Tiga glanced back just in time to see the limbs of ten huge and angry witch guards squashed in the door frame.
‘You took things from the cupboard! Why would you do that?’ Peggy asked as they were spat out of the shortcut on to the tower floor.
Tiga held up a handful of black, grey and white wigs.
‘Not just any old things.’
‘SILKY BLACK HAIR, CLIMB UP MY SILKY BLACK HAIR!’
Tiga took a step forward. ‘Um, I’m afraid to inform you … you don’t actually have any hair.’
‘OH YES I DO.’
‘You definitely don’t,’ said Peggy.
‘But we,’ Tiga said, holding up the wigs, ‘have some hair for you.’
Tiga opened her book of spells, flicked past all the cat food recipes, and tapped a finger on a potion called ‘Grow’.
Peggy took off her hat and carefully, so as not to accidentally crush the shrivelled head, laid it on the ground. ‘For the potion.’
 
; ‘I thought witches used cauldrons?’ Tiga said.
Peggy shook her head. ‘That was in the olden days. Now we use pots and pans. Or anything that can hold the ingredients. Who’s going to lug a massive iron cauldron around with them?’
Tiga smiled and read out the ingredients.
‘Some hair.’
Peggy plucked a hair off her head.
‘A drop of water.’
Peggy shook some water off the leaves of a nearby bush.
‘A dragon’s bone.’
Peggy looked around. ‘That one might be a problem. Let’s improvise with … a tiny stone?’
‘Will that work?’ Tiga asked.
Peggy tossed the stone into the hat along with the wigs, and they waited.
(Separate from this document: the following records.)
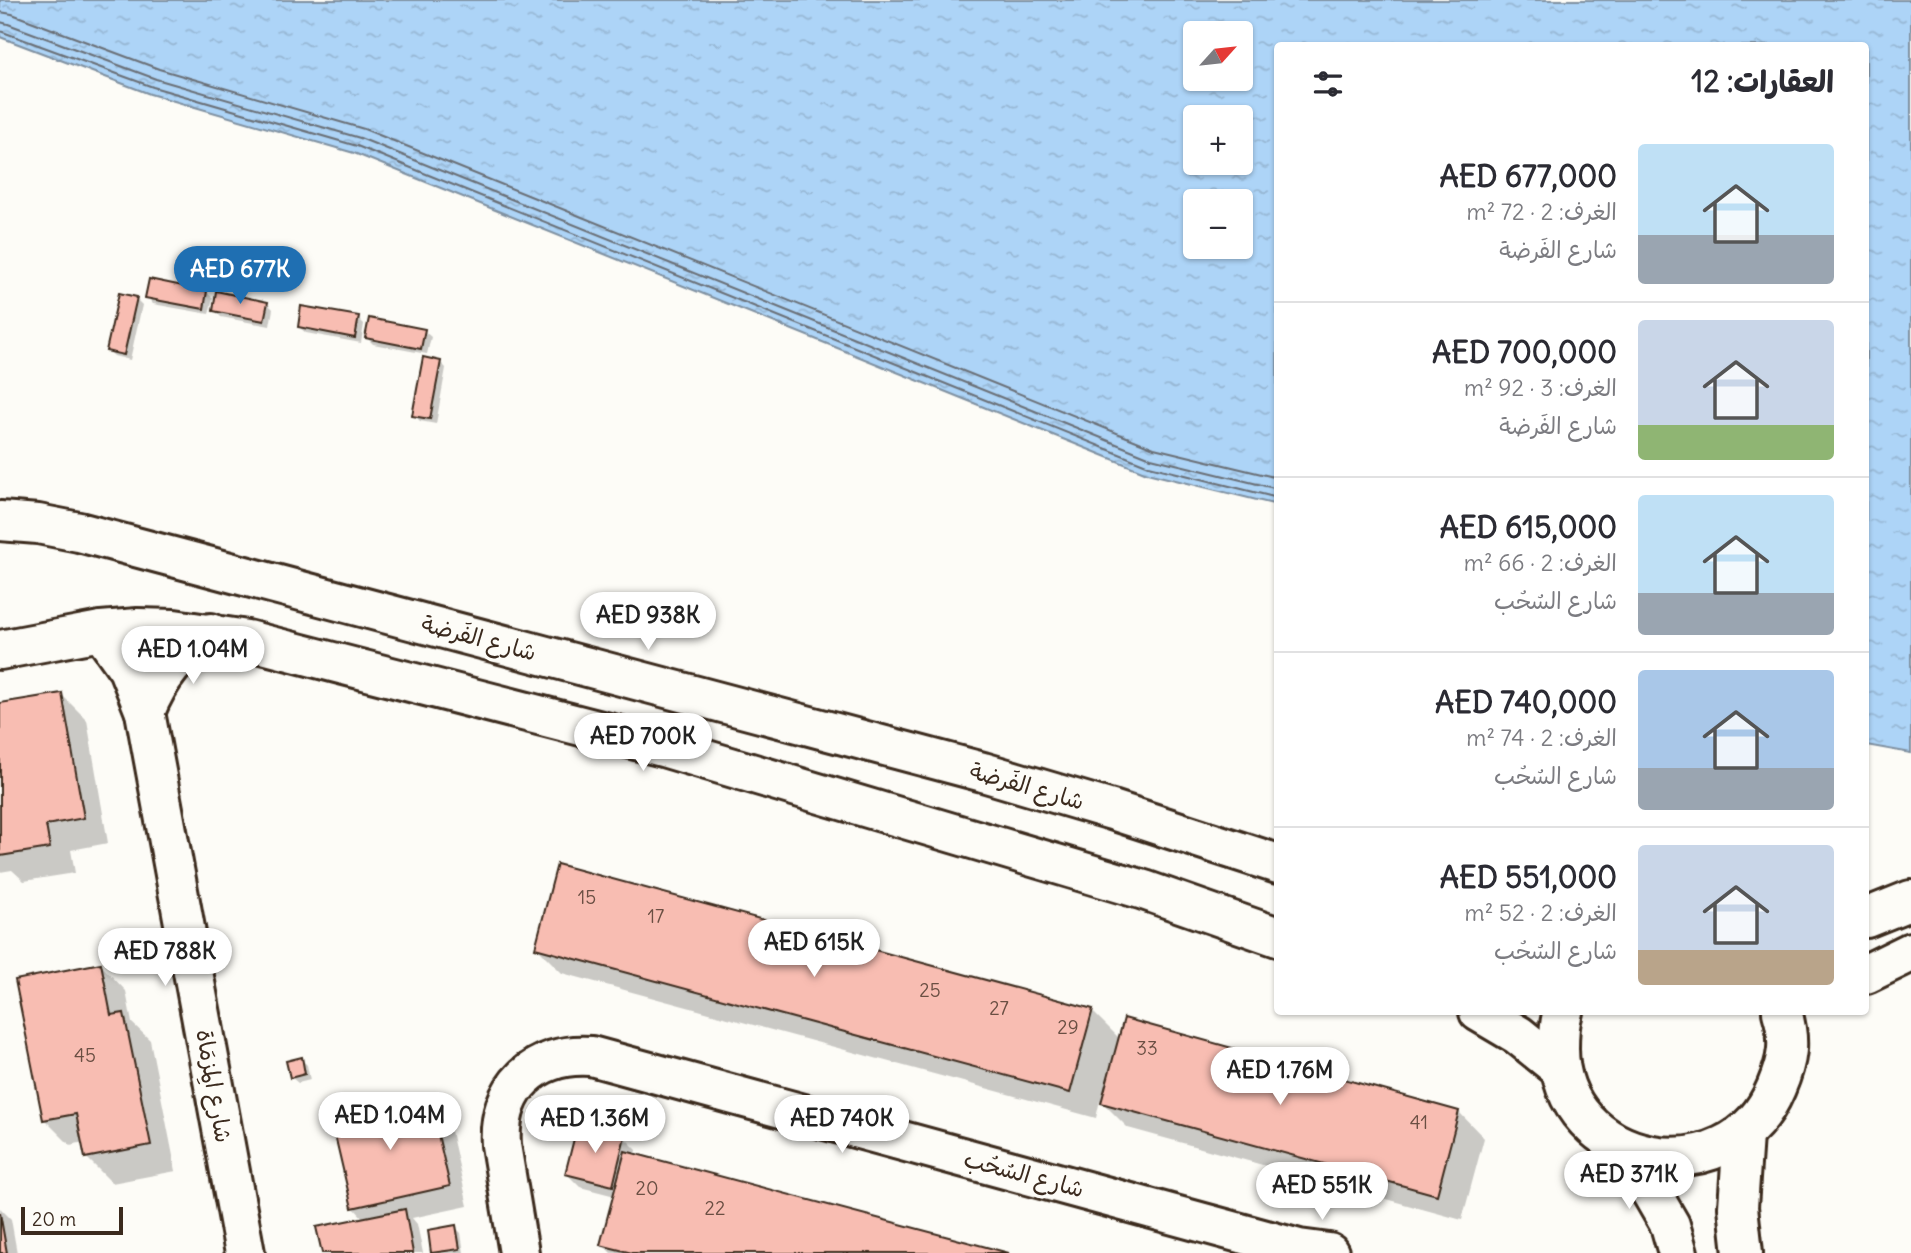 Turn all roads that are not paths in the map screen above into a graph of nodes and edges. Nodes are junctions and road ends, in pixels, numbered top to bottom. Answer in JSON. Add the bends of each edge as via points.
{"nodes":[{"id":1,"x":0,"y":522,"type":"edge"},
{"id":2,"x":101,"y":631,"type":"junction"},
{"id":3,"x":211,"y":633,"type":"junction"},
{"id":4,"x":0,"y":650,"type":"edge"},
{"id":5,"x":145,"y":712,"type":"junction"},
{"id":6,"x":1274,"y":863,"type":"edge"},
{"id":7,"x":1911,"y":900,"type":"edge"},
{"id":8,"x":1869,"y":917,"type":"edge"},
{"id":9,"x":1274,"y":936,"type":"edge"},
{"id":10,"x":1911,"y":952,"type":"edge"},
{"id":11,"x":1869,"y":973,"type":"edge"},
{"id":12,"x":1484,"y":1015,"type":"edge"},
{"id":13,"x":1562,"y":1015,"type":"edge"},
{"id":14,"x":1794,"y":1019,"type":"edge"},
{"id":15,"x":1559,"y":1068,"type":"junction"},
{"id":16,"x":1743,"y":1135,"type":"junction"},
{"id":17,"x":1626,"y":1149,"type":"junction"},
{"id":18,"x":1311,"y":1252,"type":"edge"},
{"id":19,"x":245,"y":1253,"type":"edge"},
{"id":20,"x":519,"y":1253,"type":"edge"},
{"id":21,"x":1678,"y":1253,"type":"edge"},
{"id":22,"x":1743,"y":1253,"type":"edge"}],
"edges":[{"from":1,"to":6,"type":"street","name":"شارع الفَرضة","via":[[79,532],[983,772]]},
{"from":2,"to":3,"type":"street"},
{"from":2,"to":4,"type":"street"},
{"from":2,"to":5,"type":"street","name":"شارع المِزمَاة","via":[[128,669]]},
{"from":3,"to":5,"type":"street","via":[[177,658]]},
{"from":3,"to":9,"type":"street","via":[[663,747],[1144,890]]},
{"from":5,"to":19,"type":"street","name":"شارع المِزمَاة"},
{"from":7,"to":8,"type":"street"},
{"from":10,"to":11,"type":"street"},
{"from":12,"to":15,"type":"street"},
{"from":13,"to":15,"type":"street"},
{"from":14,"to":16,"type":"street","via":[[1784,1069],[1769,1105]]},
{"from":15,"to":17,"type":"street","via":[[1573,1101],[1596,1129]]},
{"from":16,"to":17,"type":"street","via":[[1707,1153],[1666,1158]]},
{"from":16,"to":22,"type":"street","via":[[1738,1207]]},
{"from":17,"to":21,"type":"street","via":[[1670,1225]]},
{"from":18,"to":20,"type":"street","name":"شارع السُحُب","via":[[574,1055],[528,1073],[503,1113],[501,1145]]}]}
The wigs started to wriggle like cats.
‘Well, they’re growing, but they aren’t stopping!’ Tiga cried, holding up the wigs that were getting longer and longer by the second.
She held them in the air and waved them. ‘New hair for you!’
The old witch’s eyes lit up. ‘Ooooh, grey!’
Fran rolled her eyes, grabbed hold of the wig and lugged it up the tower to the witch. She plonked it on her head.
‘What do you think?’
‘LOVELY!’ Tiga and Peggy said together.
The no-longer-bald witch let down her grey wig and Tiga grabbed hold of it, but she spotted something odd on the tower. On one of the bricks there was a little moving image. It was the TV spell Aggie Hoof had cast earlier.
‘Pegs, look,’ she said.
‘Is that … ?’ Peggy began.
Tiga nodded and pointed at the bottom of the screen. It said, Felicity Bat.
‘Is she … ?’ Peggy said.
Tiga nodded. It looked to her like Felicity Bat was in bed all the way back in Linden House.
‘She’s miles behind!’ Peggy cried. ‘What on earth is she doing? Having a nap?’
Tiga stared at the image of the witch asleep in bed. ‘Something isn’t right.’
‘We’ll beat her at this rate!’ Peggy said, grinning at the screen.